Saturday, August 24, 2013

Should She Lean In or Pull Back?


Should She Lean In or Pull Back? 
-Facebook’s Sheryl Sandberg on a mission to reboot feminism-

Kiyotaka ISHIKAWA

Sheryl Sandberg, leading Facebook with its famous CEO, draws the world’s attention not as the company’s COO but as a woman, wife, and mother. Her first book, Lean In, is still on the bestseller list since published in the U.S. early this year. This raises a question: why are we still arguing about women and success although gender equality in business has been advocated for a few decades? Probably, it is due to the absence of a role model who plays a successful woman both in business and home as we know few female leaders in companies, even fewer of them successful as a partner and working parents. Sandberg is taking that place and refueling feminism. Why does she try to empower business women for success, and is it worth trying?

Why women need to lean in
Statistics show tiny presence of women in executive positions. The percentage of female CEOs at Fortune 500 companies is 4.2 % in 2013, slightly improved from 1.4% in 2003, while women make up almost half the workforce and even exceed men in the rate of holding college degree over the 25-34 age group. When Sandberg refers to what or who is keeping women down from success in business, she puts emphasis on the invisible barrier in women’s minds. Females are raised from birth to have different expectations such as “Don’t be outspoken, aggressive, more powerful than men.” Women internalize these negative messages they get throughout their lives to result in wrecking women’s ability to advance into senior positions. 

How to lean in
Sandberg’s argument in the book is that how to get rid of these internal barriers is critical to gaining power. Most importantly among all tips she shows, we, both men and women, need to be aware of the penalty women pay for success. An experiment suggests that success and likability are positively correlated for men and negatively for women. The examinee students were assigned to read a female successful entrepreneur’s story. Half of them read the original one while the other half read the same story with just a difference—her name was changed to a man’s. As a result, the latter group with the alternation of her name came across as a more appealing colleague. On the other hand, she was seen as selfish and not the type of person the subjects would want to hire or work with.  

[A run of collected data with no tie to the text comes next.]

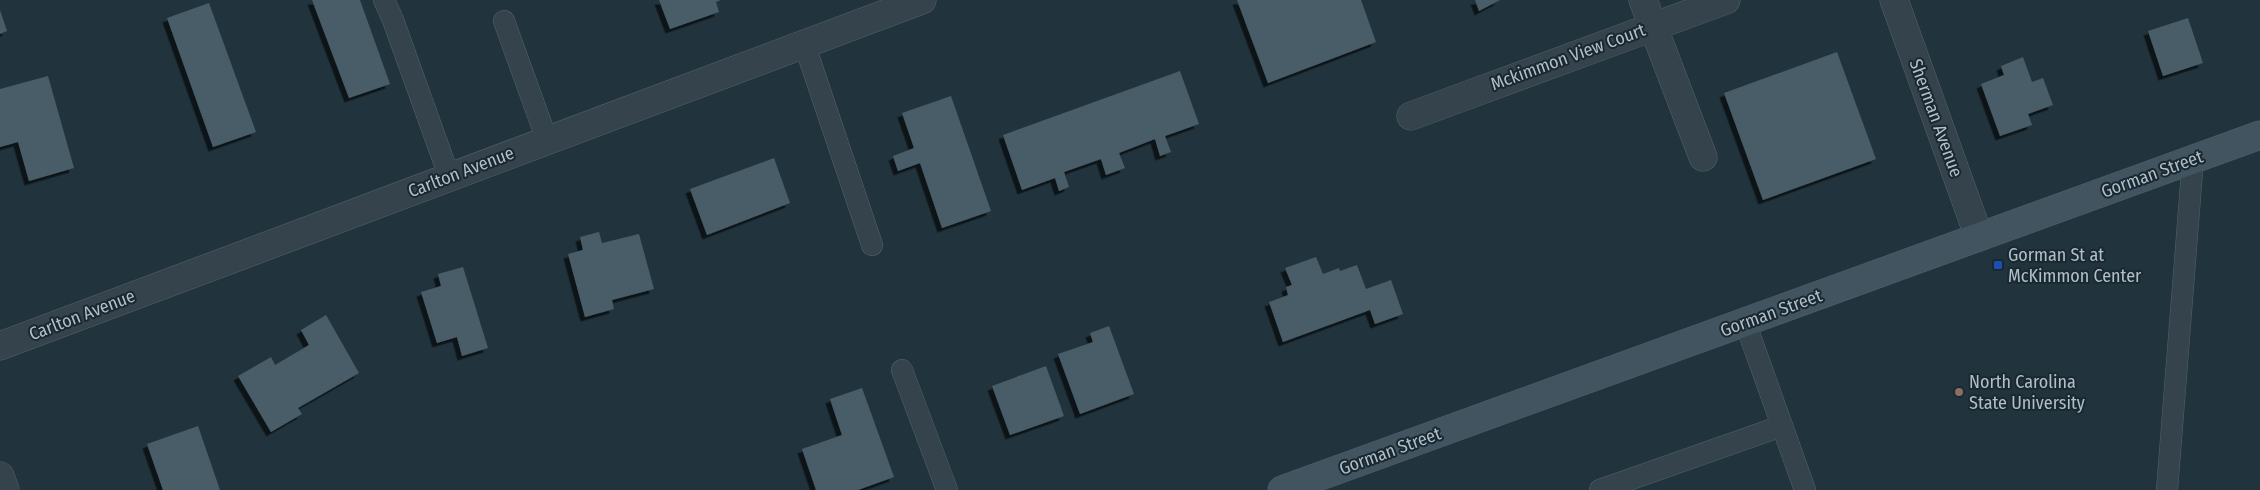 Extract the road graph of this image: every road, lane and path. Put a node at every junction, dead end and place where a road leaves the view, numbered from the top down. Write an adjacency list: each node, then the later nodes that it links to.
1 (384, 0): 14 (lane)
2 (922, 0): 8 (street, Carlton Avenue)
3 (1644, 0): 7 (street)
4 (1726, 0): 7 (street, Mckimmon View Court)
5 (1894, 0): 15 (street, Sherman Avenue)
6 (504, 21): 11 (lane)
7 (1653, 26): 9 (street, Mckimmon View Court); 12 (street)
8 (804, 42): 11 (street, Carlton Avenue); 16 (lane)
9 (1411, 116)
10 (2260, 135): 13 (main road, Gorman Street)
11 (547, 140): 14 (street, Carlton Avenue)
12 (1703, 157)
13 (2193, 159): 15 (main road, Gorman Street); 27 (lane)
14 (449, 176): 18 (street, Carlton Avenue)
15 (1979, 237): 17 (main road, Gorman Street)
16 (872, 245)
17 (1745, 322): 20 (lane); 24 (main road, Gorman Street)
18 (0, 346)
19 (902, 370): 23 (lane)
20 (1782, 426): 25 (lane); 26 (lane)
21 (0, 476): 22 (street)
22 (5, 490)
23 (948, 490)
24 (1282, 490)
25 (1600, 490)
26 (1805, 490)
27 (2167, 490)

By showing both men and women how female colleagues are held to different standards, we can start changing attitudes today. Sandberg is one of such women who have been be said “too aggressive,” “not a term player,” or “a bit political” even in the current manners of gender equality. Sometimes, a manager like her at companies receives feedback that a woman who reported by her colleagues is “too aggressive,” but she asks the people who gave the feedback, “If a man had done those same things, would you have considered him too aggressive?” They always says no. She continues “we have to both fight against the barriers and get them out of our consciousness.”

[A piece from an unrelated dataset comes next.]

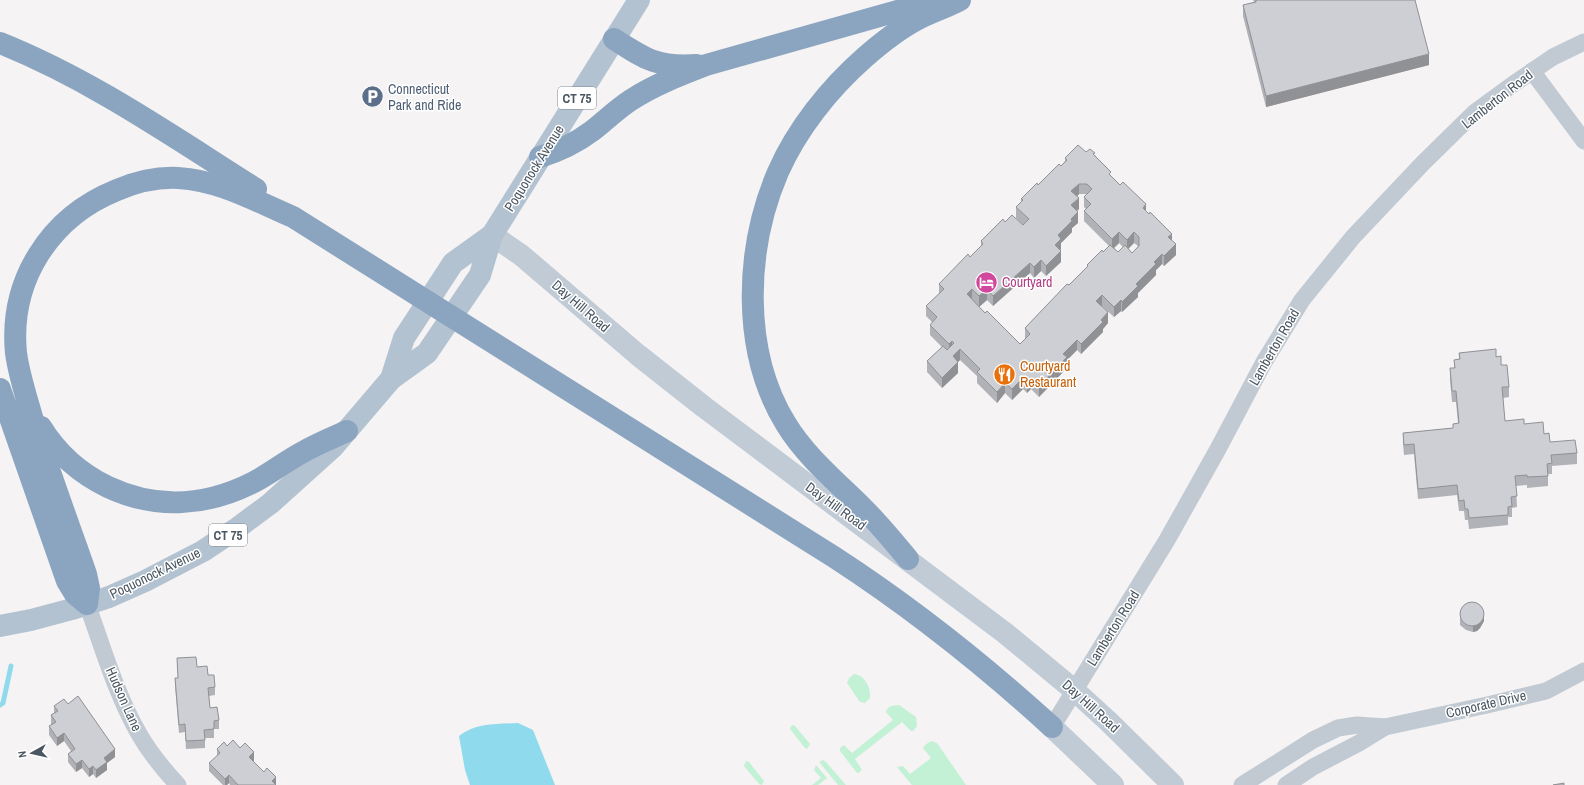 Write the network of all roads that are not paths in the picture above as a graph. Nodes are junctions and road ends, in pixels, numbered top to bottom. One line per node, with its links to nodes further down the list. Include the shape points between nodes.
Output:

Leaning in is not the option for all?
Sandberg’s argument is based on her ideal of true equality where women ran half of our countries and companies and men ran half of our home. Do women who she is trying to empower really want that kind power, even if female accomplishment comes at a cost? A lot of working women today might feel happy to lean back from their ambition to play a limited role that has been systematically told they were supposed to do, considering what they have to lose when their colleagues realized their success. It is a highly personal decision so no one should pass judgement on this. However, there’s an ambition gap between men and women because a woman is less likely to have an environment where she can pursuit her ambition than a man is, not because women genetically tend to be not as ambitions as men. Sandberg is just trying to see where boys and girls end up if they get equal encouragement, and she is sure about that we might have some differences in how leadership is done but no difference in its quality. 

Comments
A woman does not necessarily need to be as aggressive as a man at her leading position in companies, but, instead, she would be required to have irreplaceable qualities in order to compete with male rivals, just as Sandberg does. The CEO Zuckerberg admits her unique abilities as the only female top executive in Facebook, especially her high emotional quotient (EQ) as well as efficiency. In a meeting to discuss the purchase of a Web-design company, Sandberg reminded her team that the firm’s founder was about to have a birthday and wanted to get the deal done before the big day. That consideration turned out to be very effective in the company acquisition.

Her episodes support that women can lead companies quite successfully but in different way male leaders do. According to data from McKinsey’s company survey, businesses with more women on their boards are more profitable. It is a benefit of companies for women to come over the internal barriers in their mind, and, of course, it is also the true accomplishment of their ambitions, offsetting what they have to pay for the success and even paying off. So, it’s worth trying. 

*Belinda Luscombe, Confidence Woman, TIME, March 18 issue, 2013, pp.22-31.
**Sheryl Sandberg, Lean In: Women, Work and the Will to Lead, Knopf, 2013.